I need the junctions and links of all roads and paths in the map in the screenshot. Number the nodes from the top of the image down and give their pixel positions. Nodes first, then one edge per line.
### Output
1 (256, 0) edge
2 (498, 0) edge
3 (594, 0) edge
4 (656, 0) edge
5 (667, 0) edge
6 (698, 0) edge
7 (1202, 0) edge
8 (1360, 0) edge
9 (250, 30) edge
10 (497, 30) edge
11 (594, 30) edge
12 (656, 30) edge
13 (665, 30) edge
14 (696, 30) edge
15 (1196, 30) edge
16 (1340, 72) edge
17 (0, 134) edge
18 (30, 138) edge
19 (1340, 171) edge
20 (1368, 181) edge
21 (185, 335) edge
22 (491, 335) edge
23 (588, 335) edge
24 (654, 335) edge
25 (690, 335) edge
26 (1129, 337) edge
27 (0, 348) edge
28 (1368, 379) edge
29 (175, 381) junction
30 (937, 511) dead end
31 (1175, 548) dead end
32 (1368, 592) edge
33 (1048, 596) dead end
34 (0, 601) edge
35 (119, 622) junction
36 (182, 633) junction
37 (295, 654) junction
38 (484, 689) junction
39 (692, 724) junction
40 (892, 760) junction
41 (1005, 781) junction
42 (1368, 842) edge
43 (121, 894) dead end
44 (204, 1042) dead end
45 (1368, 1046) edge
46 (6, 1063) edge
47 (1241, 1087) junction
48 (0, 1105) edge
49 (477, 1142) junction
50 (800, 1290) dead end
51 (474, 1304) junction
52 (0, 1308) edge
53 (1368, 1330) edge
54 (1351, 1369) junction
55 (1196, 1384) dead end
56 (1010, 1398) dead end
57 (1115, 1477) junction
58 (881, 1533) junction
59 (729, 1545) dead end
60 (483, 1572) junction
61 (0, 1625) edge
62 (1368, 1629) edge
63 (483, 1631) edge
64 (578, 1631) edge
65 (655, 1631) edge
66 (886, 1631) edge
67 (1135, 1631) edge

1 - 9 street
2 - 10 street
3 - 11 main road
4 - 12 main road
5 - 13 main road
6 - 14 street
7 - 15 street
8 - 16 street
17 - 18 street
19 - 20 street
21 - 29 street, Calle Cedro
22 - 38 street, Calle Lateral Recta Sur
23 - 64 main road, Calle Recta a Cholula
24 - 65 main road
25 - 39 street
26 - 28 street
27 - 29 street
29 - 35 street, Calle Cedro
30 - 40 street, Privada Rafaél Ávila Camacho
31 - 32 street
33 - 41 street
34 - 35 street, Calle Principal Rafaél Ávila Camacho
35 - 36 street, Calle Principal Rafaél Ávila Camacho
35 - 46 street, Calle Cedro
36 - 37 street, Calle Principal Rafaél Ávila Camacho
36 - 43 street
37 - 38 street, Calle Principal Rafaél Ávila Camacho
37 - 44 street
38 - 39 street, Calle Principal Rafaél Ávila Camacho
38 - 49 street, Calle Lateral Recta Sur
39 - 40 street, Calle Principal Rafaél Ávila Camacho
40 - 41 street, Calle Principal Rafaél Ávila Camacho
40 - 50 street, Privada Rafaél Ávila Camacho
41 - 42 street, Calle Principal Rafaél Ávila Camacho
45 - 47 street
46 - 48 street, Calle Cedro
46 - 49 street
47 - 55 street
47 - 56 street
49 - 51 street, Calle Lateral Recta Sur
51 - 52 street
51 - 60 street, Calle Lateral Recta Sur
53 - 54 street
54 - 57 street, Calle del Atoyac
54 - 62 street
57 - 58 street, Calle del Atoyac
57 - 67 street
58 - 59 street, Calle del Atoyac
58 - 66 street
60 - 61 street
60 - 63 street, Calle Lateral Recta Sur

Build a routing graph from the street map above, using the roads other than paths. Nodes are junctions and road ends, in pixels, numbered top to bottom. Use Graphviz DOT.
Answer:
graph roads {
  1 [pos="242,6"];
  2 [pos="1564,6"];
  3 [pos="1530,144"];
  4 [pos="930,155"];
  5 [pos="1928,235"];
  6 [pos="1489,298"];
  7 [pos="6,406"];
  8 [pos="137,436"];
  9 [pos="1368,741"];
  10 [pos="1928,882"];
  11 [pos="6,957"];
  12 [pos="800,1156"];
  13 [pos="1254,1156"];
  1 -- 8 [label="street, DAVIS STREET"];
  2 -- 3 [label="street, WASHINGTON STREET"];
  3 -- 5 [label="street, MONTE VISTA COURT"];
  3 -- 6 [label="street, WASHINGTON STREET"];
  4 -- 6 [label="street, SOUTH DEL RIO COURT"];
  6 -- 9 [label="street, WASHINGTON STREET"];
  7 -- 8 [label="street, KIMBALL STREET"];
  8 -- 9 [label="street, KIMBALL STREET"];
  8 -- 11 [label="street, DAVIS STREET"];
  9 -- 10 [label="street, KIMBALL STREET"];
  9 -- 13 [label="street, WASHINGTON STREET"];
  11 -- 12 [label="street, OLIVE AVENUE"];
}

☆ ☆ ☆ ☆

_Exercise_
Return, word for word, the lines from the one containing "Build a routing" through the end of the data above, both ends included, and nothing else.

_Result below_
Build a routing graph from the street map above, using the roads other than paths. Nodes are junctions and road ends, in pixels, numbered top to bottom. Use Graphviz DOT.
Answer:
graph roads {
  1 [pos="242,6"];
  2 [pos="1564,6"];
  3 [pos="1530,144"];
  4 [pos="930,155"];
  5 [pos="1928,235"];
  6 [pos="1489,298"];
  7 [pos="6,406"];
  8 [pos="137,436"];
  9 [pos="1368,741"];
  10 [pos="1928,882"];
  11 [pos="6,957"];
  12 [pos="800,1156"];
  13 [pos="1254,1156"];
  1 -- 8 [label="street, DAVIS STREET"];
  2 -- 3 [label="street, WASHINGTON STREET"];
  3 -- 5 [label="street, MONTE VISTA COURT"];
  3 -- 6 [label="street, WASHINGTON STREET"];
  4 -- 6 [label="street, SOUTH DEL RIO COURT"];
  6 -- 9 [label="street, WASHINGTON STREET"];
  7 -- 8 [label="street, KIMBALL STREET"];
  8 -- 9 [label="street, KIMBALL STREET"];
  8 -- 11 [label="street, DAVIS STREET"];
  9 -- 10 [label="street, KIMBALL STREET"];
  9 -- 13 [label="street, WASHINGTON STREET"];
  11 -- 12 [label="street, OLIVE AVENUE"];
}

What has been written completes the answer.